The reply should consist of the full listing, repeated word for word.

[[ Records shown, beginning ]]

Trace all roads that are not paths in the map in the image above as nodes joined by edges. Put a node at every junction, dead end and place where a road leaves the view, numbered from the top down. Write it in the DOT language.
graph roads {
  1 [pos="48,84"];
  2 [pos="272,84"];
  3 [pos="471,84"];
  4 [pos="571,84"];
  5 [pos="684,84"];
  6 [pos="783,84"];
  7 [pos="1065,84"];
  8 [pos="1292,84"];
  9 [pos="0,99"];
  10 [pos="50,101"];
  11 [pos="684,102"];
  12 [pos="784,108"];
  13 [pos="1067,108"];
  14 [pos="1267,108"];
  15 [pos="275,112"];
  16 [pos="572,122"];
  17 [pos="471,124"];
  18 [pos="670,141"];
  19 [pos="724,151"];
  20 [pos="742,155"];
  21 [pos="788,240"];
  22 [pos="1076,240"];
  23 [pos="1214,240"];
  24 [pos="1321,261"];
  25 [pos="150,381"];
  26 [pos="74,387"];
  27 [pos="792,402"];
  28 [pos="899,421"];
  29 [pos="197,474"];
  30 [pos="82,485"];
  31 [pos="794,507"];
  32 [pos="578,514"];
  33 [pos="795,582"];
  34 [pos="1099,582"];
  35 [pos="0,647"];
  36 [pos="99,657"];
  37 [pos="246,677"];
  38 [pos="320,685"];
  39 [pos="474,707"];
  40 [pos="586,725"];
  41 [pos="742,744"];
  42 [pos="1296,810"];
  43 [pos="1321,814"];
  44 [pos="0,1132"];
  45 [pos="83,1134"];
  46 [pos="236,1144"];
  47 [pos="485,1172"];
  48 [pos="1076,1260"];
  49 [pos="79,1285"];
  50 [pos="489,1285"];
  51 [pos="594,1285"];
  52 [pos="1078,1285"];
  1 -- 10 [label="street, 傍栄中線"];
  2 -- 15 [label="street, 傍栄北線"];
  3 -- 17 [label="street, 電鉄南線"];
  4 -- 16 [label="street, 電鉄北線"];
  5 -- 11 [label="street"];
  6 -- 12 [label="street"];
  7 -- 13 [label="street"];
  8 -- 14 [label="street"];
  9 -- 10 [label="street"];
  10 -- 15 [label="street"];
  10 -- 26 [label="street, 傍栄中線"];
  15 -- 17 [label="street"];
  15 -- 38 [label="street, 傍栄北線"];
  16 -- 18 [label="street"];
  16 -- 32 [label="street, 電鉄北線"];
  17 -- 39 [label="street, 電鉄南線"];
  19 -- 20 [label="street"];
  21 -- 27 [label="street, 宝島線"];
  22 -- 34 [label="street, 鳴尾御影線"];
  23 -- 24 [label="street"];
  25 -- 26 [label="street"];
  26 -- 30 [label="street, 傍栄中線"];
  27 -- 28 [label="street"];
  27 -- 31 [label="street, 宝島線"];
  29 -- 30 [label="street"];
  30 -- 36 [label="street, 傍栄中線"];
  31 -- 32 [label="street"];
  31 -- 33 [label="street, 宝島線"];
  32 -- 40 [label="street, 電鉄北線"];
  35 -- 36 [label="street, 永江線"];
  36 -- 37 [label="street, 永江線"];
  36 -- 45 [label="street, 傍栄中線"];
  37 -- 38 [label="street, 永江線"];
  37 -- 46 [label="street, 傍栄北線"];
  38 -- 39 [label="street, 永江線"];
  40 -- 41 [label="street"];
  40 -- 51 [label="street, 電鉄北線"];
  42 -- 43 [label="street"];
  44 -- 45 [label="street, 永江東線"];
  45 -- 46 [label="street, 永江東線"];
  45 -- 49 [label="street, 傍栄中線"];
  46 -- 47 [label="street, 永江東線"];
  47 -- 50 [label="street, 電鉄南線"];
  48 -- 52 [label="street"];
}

[[ Records shown, end ]]

**Response to the exercise:**
Trace all roads that are not paths in the map in the image above as nodes joined by edges. Put a node at every junction, dead end and place where a road leaves the view, numbered from the top down. Write it in the DOT language.
graph roads {
  1 [pos="48,84"];
  2 [pos="272,84"];
  3 [pos="471,84"];
  4 [pos="571,84"];
  5 [pos="684,84"];
  6 [pos="783,84"];
  7 [pos="1065,84"];
  8 [pos="1292,84"];
  9 [pos="0,99"];
  10 [pos="50,101"];
  11 [pos="684,102"];
  12 [pos="784,108"];
  13 [pos="1067,108"];
  14 [pos="1267,108"];
  15 [pos="275,112"];
  16 [pos="572,122"];
  17 [pos="471,124"];
  18 [pos="670,141"];
  19 [pos="724,151"];
  20 [pos="742,155"];
  21 [pos="788,240"];
  22 [pos="1076,240"];
  23 [pos="1214,240"];
  24 [pos="1321,261"];
  25 [pos="150,381"];
  26 [pos="74,387"];
  27 [pos="792,402"];
  28 [pos="899,421"];
  29 [pos="197,474"];
  30 [pos="82,485"];
  31 [pos="794,507"];
  32 [pos="578,514"];
  33 [pos="795,582"];
  34 [pos="1099,582"];
  35 [pos="0,647"];
  36 [pos="99,657"];
  37 [pos="246,677"];
  38 [pos="320,685"];
  39 [pos="474,707"];
  40 [pos="586,725"];
  41 [pos="742,744"];
  42 [pos="1296,810"];
  43 [pos="1321,814"];
  44 [pos="0,1132"];
  45 [pos="83,1134"];
  46 [pos="236,1144"];
  47 [pos="485,1172"];
  48 [pos="1076,1260"];
  49 [pos="79,1285"];
  50 [pos="489,1285"];
  51 [pos="594,1285"];
  52 [pos="1078,1285"];
  1 -- 10 [label="street, 傍栄中線"];
  2 -- 15 [label="street, 傍栄北線"];
  3 -- 17 [label="street, 電鉄南線"];
  4 -- 16 [label="street, 電鉄北線"];
  5 -- 11 [label="street"];
  6 -- 12 [label="street"];
  7 -- 13 [label="street"];
  8 -- 14 [label="street"];
  9 -- 10 [label="street"];
  10 -- 15 [label="street"];
  10 -- 26 [label="street, 傍栄中線"];
  15 -- 17 [label="street"];
  15 -- 38 [label="street, 傍栄北線"];
  16 -- 18 [label="street"];
  16 -- 32 [label="street, 電鉄北線"];
  17 -- 39 [label="street, 電鉄南線"];
  19 -- 20 [label="street"];
  21 -- 27 [label="street, 宝島線"];
  22 -- 34 [label="street, 鳴尾御影線"];
  23 -- 24 [label="street"];
  25 -- 26 [label="street"];
  26 -- 30 [label="street, 傍栄中線"];
  27 -- 28 [label="street"];
  27 -- 31 [label="street, 宝島線"];
  29 -- 30 [label="street"];
  30 -- 36 [label="street, 傍栄中線"];
  31 -- 32 [label="street"];
  31 -- 33 [label="street, 宝島線"];
  32 -- 40 [label="street, 電鉄北線"];
  35 -- 36 [label="street, 永江線"];
  36 -- 37 [label="street, 永江線"];
  36 -- 45 [label="street, 傍栄中線"];
  37 -- 38 [label="street, 永江線"];
  37 -- 46 [label="street, 傍栄北線"];
  38 -- 39 [label="street, 永江線"];
  40 -- 41 [label="street"];
  40 -- 51 [label="street, 電鉄北線"];
  42 -- 43 [label="street"];
  44 -- 45 [label="street, 永江東線"];
  45 -- 46 [label="street, 永江東線"];
  45 -- 49 [label="street, 傍栄中線"];
  46 -- 47 [label="street, 永江東線"];
  47 -- 50 [label="street, 電鉄南線"];
  48 -- 52 [label="street"];
}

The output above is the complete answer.